There are many explanations for the low interest rates we currently see around the globe. For markets focused analysts, it is the decline in bond market risk premia. For the macroeconomist, it is "secular stagnation", or some narrative around excess demand and supply. The general view is that low interest rates is a problem that has to be solved and it is something that is abnormal, and rates will eventually move back to normal with normal being higher.
The research by Paul Schmelzing of the Bank of England in Staff Working Paper #845, "Eight centuries of global real interest rates, R-G and "suprasecular" decline, 1311-2018", provides an alternative narrative on levels of interest rates that is challenging for all economists and analysts. A study of real interest rates over centuries of data suggests that rates have been declining for hundreds of years.
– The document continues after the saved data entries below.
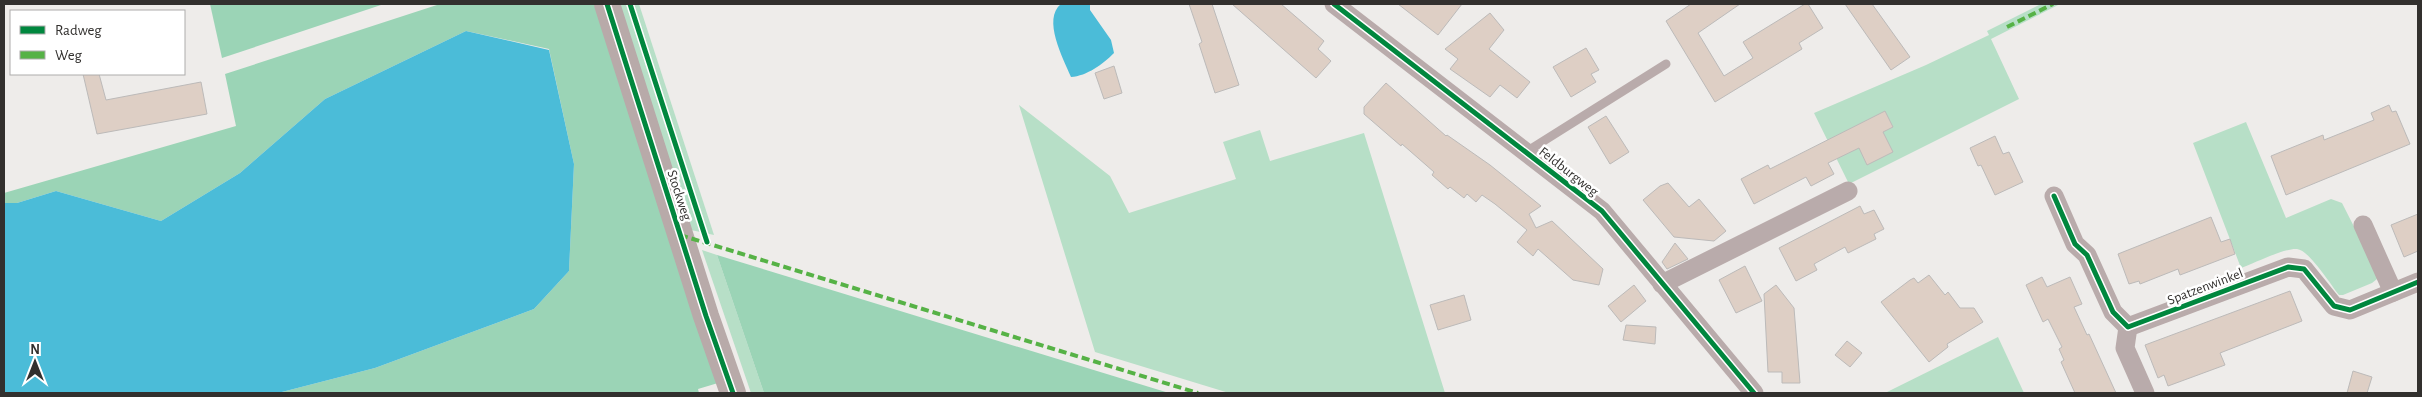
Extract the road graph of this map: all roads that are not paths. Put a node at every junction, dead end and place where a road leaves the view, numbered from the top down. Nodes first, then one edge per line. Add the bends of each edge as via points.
1 (607, 4) edge
2 (1334, 4) edge
3 (1666, 64) dead end
4 (1526, 152) junction
5 (1848, 191) dead end
6 (2054, 196) dead end
7 (2363, 225) dead end
8 (2418, 282) edge
9 (1662, 284) junction
10 (2393, 292) junction
11 (2128, 327) junction
12 (733, 393) edge
13 (1754, 393) edge
14 (2145, 393) edge

1 - 12 street, Stockweg
2 - 4 street, Feldburgweg
3 - 4 lane
4 - 9 street, Feldburgweg via 1602,211
5 - 9 street
6 - 11 street via 2075,244 2087,256 2113,312
7 - 10 street
8 - 10 street, Spatzenwinkel
9 - 13 street, Feldburgweg
10 - 11 street, Spatzenwinkel via 2350,310 2334,306 2304,268 2288,267
11 - 14 street via 2125,348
Current rates may not be abnormal.
- The global low interest rates of today are normal.
- The trend in real interest rates has been going down for centuries.
- Negative real interests are not abnormal.
- Extrapolation for what rates may do using the last few decades is perilous and not informative.
- The spike and decline of rates over the last 100 years is unusual.
- The volatility of inflation and real rates has been abnormal.
There is power in economic history and looking at very long-run data. The author of this monumental work does not oversell his results although he makes some interesting references to the r - g Piketty debate on inequality by observing that the facts of high "r" relative to "g" are not on his side.
What centuries of data tell us is that any extrapolative forecasting of what is long-term normal or what to expect with interest rates is fraught with peril. You can make your forecasts on what long-rates should do, but tell us why this time is different.